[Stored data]

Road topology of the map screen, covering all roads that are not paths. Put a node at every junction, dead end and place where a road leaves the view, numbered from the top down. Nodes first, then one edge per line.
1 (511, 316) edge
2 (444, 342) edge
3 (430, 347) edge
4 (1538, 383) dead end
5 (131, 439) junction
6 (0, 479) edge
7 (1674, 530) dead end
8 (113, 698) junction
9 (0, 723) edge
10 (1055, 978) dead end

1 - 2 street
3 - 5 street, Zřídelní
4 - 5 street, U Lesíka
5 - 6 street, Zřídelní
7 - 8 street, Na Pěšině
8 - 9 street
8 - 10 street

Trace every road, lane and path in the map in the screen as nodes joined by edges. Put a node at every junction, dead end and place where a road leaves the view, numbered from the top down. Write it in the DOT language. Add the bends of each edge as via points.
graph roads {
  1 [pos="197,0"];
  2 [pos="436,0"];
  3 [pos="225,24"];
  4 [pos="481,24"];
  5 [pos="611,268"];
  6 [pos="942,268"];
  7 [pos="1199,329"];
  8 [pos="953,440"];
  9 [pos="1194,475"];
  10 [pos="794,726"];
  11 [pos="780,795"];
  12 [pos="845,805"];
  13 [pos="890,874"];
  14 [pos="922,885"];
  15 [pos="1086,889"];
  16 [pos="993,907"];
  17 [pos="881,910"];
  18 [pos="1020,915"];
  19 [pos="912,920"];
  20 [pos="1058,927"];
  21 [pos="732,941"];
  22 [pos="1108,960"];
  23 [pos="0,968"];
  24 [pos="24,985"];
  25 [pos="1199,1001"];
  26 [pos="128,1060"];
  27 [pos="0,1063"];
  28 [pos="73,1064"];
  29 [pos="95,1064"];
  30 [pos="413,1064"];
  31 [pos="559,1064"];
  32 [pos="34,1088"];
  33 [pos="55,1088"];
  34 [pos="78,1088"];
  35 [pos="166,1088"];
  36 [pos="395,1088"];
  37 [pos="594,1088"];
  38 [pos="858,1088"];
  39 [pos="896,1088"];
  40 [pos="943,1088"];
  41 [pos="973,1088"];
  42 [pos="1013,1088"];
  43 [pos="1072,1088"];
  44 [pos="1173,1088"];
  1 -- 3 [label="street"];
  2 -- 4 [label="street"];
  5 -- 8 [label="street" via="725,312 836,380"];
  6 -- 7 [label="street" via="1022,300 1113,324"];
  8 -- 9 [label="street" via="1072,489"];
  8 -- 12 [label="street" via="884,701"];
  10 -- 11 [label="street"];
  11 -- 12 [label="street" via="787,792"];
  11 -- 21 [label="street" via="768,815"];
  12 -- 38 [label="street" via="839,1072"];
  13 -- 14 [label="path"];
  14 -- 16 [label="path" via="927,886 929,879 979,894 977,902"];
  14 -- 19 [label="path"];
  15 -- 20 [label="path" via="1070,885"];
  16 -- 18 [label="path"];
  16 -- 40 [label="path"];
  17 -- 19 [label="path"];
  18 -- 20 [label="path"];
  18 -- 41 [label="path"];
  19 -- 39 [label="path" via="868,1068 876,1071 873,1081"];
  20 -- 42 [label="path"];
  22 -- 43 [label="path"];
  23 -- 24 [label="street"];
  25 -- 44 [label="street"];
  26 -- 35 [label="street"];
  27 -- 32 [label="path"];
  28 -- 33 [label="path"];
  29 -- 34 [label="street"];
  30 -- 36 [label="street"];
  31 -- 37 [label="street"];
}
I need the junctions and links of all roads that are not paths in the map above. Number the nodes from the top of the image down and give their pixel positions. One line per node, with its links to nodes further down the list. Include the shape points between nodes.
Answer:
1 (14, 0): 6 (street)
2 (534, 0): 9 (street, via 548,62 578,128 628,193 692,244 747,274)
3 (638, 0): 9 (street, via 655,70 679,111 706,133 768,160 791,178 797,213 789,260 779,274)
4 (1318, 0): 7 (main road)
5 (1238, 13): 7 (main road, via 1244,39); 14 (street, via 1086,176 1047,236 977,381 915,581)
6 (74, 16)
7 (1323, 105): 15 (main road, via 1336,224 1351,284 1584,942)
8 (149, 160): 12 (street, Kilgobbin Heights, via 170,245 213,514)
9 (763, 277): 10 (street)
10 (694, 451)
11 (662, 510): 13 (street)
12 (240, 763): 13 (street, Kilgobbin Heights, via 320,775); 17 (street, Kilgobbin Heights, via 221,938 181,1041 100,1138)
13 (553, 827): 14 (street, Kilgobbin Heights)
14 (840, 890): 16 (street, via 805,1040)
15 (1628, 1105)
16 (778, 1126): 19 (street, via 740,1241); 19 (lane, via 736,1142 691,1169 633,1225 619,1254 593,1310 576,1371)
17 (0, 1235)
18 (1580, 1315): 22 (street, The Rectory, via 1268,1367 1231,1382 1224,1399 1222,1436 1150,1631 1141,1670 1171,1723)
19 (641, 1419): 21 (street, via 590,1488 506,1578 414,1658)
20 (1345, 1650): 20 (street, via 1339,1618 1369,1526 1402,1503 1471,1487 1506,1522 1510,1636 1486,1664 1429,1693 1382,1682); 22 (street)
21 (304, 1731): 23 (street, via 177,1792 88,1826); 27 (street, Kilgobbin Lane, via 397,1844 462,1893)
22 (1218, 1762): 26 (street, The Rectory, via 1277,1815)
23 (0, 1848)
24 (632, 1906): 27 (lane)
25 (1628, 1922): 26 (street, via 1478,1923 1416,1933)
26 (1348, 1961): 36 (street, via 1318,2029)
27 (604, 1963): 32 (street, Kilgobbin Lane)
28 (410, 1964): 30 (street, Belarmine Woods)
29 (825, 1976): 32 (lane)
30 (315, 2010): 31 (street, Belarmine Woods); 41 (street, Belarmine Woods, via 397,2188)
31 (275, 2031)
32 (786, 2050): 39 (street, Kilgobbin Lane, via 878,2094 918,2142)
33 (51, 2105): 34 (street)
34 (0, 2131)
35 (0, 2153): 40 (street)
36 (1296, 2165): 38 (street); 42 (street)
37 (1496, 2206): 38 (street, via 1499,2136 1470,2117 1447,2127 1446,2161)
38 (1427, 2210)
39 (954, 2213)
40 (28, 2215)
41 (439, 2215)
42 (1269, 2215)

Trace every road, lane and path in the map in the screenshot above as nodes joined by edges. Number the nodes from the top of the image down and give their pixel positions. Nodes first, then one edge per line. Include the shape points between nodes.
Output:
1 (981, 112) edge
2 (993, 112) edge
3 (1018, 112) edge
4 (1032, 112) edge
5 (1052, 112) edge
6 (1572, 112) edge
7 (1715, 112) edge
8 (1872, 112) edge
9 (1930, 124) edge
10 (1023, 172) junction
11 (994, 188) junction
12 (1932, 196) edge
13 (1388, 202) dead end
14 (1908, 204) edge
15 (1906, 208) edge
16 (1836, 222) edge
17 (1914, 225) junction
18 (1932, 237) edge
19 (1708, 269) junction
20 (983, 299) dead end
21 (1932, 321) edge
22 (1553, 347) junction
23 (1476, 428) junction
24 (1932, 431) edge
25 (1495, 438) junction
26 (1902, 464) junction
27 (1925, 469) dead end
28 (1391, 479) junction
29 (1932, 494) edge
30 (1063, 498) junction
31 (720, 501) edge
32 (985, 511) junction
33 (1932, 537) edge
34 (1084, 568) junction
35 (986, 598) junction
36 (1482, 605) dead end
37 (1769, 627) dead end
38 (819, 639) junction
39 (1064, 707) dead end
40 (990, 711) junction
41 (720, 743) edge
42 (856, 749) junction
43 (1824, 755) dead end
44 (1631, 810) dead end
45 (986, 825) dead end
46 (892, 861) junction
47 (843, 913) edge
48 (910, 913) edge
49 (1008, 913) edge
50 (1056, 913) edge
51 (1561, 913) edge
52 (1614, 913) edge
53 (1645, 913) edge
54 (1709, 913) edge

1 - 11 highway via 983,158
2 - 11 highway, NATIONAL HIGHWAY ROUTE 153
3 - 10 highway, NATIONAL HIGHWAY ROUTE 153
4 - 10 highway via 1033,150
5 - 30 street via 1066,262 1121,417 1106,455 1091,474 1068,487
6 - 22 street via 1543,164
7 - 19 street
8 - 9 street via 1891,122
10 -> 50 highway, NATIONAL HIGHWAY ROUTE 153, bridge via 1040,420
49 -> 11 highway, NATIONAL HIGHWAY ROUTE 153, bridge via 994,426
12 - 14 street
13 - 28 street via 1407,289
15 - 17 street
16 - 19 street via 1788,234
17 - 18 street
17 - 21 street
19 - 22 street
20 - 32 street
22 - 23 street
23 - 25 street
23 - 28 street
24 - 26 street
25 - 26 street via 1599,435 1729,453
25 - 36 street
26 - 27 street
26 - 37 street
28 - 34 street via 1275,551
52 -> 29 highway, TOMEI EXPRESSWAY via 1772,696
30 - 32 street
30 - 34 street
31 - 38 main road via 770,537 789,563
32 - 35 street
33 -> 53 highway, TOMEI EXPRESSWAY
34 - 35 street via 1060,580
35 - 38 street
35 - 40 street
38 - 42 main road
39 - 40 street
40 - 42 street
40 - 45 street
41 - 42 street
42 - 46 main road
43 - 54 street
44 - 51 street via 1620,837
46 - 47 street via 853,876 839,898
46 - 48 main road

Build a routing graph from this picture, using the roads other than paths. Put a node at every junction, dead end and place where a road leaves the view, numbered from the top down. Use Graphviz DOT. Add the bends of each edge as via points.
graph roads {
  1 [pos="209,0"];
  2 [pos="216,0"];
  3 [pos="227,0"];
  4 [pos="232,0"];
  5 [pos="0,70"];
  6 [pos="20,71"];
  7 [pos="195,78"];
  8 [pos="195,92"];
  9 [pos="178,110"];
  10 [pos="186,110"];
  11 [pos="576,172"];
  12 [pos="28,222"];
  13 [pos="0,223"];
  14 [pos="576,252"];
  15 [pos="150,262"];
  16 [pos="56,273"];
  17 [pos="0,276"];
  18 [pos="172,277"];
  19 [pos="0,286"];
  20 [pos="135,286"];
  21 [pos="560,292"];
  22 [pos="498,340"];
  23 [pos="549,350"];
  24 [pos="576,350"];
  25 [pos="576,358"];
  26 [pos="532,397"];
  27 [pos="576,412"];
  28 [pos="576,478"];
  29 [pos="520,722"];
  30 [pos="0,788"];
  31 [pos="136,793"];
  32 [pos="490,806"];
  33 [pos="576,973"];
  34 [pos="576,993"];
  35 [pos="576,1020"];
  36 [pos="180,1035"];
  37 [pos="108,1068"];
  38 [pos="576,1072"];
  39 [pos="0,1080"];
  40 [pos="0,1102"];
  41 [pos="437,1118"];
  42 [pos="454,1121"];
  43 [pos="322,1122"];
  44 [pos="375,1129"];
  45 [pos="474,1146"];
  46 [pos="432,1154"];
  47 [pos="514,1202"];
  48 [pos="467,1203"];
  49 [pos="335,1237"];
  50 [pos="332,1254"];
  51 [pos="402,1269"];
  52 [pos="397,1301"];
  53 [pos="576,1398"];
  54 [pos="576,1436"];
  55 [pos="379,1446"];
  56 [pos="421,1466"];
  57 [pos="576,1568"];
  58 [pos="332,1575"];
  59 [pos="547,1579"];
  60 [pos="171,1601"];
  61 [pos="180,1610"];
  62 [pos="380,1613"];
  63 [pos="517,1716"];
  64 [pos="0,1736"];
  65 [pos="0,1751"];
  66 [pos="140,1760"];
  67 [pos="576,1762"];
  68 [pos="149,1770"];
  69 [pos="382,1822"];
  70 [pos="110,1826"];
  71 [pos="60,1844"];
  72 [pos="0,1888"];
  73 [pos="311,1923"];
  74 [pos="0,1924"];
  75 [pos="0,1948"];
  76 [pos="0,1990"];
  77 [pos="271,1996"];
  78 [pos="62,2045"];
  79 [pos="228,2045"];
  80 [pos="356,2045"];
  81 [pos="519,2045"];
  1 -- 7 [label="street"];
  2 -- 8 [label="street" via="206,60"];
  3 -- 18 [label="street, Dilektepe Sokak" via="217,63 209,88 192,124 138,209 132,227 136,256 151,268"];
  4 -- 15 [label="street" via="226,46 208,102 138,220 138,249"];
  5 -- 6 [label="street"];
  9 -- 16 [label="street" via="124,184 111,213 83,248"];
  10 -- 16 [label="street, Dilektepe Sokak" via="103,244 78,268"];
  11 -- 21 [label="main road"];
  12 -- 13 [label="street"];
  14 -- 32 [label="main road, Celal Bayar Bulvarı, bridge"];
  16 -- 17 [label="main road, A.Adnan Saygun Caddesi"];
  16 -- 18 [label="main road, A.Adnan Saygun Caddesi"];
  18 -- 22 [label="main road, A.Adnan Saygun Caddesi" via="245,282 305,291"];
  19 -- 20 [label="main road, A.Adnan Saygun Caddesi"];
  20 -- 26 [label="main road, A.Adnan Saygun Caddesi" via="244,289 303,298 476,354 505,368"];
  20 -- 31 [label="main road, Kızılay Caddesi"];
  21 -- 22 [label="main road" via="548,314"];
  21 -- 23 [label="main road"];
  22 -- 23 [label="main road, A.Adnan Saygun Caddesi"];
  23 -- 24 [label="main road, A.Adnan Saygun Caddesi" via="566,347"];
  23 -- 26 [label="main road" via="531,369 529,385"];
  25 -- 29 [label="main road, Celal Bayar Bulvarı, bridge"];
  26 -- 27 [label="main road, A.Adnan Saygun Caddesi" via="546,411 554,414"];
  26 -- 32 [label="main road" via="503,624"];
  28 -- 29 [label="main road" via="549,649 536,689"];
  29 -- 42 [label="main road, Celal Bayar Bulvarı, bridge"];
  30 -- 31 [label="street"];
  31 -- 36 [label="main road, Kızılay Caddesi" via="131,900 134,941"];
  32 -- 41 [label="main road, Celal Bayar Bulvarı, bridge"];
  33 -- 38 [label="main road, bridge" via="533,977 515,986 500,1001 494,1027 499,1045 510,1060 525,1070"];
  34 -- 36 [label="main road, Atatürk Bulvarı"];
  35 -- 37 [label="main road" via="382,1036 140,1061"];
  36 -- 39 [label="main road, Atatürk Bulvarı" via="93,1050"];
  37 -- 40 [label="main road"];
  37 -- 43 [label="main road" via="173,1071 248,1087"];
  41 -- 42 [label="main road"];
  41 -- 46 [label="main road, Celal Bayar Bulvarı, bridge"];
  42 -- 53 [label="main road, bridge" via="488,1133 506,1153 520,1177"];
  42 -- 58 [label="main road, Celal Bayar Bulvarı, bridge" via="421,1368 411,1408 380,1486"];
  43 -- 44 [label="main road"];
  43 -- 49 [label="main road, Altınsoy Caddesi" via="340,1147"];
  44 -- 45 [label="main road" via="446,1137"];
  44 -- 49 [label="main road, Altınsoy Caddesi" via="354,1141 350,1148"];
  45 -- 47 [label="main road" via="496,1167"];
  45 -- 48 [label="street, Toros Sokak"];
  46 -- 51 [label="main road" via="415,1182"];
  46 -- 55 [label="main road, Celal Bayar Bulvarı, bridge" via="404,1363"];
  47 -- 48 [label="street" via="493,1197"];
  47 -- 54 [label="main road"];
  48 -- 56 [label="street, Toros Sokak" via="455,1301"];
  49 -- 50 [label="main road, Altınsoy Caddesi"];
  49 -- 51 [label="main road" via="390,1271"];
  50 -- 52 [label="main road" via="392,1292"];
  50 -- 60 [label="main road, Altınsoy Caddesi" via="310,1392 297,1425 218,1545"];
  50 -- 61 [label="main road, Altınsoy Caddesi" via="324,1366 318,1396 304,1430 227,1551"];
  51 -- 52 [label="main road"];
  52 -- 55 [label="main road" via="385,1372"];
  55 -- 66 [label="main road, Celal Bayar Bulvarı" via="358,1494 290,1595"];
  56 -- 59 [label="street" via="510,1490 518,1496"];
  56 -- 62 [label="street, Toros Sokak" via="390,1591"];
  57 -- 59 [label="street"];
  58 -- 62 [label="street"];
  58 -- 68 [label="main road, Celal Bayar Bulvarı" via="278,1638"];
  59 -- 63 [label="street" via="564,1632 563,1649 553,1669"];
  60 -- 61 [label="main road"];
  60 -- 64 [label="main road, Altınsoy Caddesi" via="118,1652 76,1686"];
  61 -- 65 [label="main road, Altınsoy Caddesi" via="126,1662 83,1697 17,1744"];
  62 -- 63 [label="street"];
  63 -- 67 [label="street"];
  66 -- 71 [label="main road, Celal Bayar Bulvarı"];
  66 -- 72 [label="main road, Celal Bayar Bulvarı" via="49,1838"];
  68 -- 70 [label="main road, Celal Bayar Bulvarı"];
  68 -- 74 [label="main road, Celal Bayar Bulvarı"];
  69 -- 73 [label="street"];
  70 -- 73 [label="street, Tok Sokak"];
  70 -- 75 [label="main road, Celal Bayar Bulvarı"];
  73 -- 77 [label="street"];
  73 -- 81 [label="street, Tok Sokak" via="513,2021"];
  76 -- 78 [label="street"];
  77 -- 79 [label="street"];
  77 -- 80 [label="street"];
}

* _ACTIVITY_:
Within the data above, how many lines include the string "TOMEI"? Only the number is required.

* _RESPONSE BOX_:
2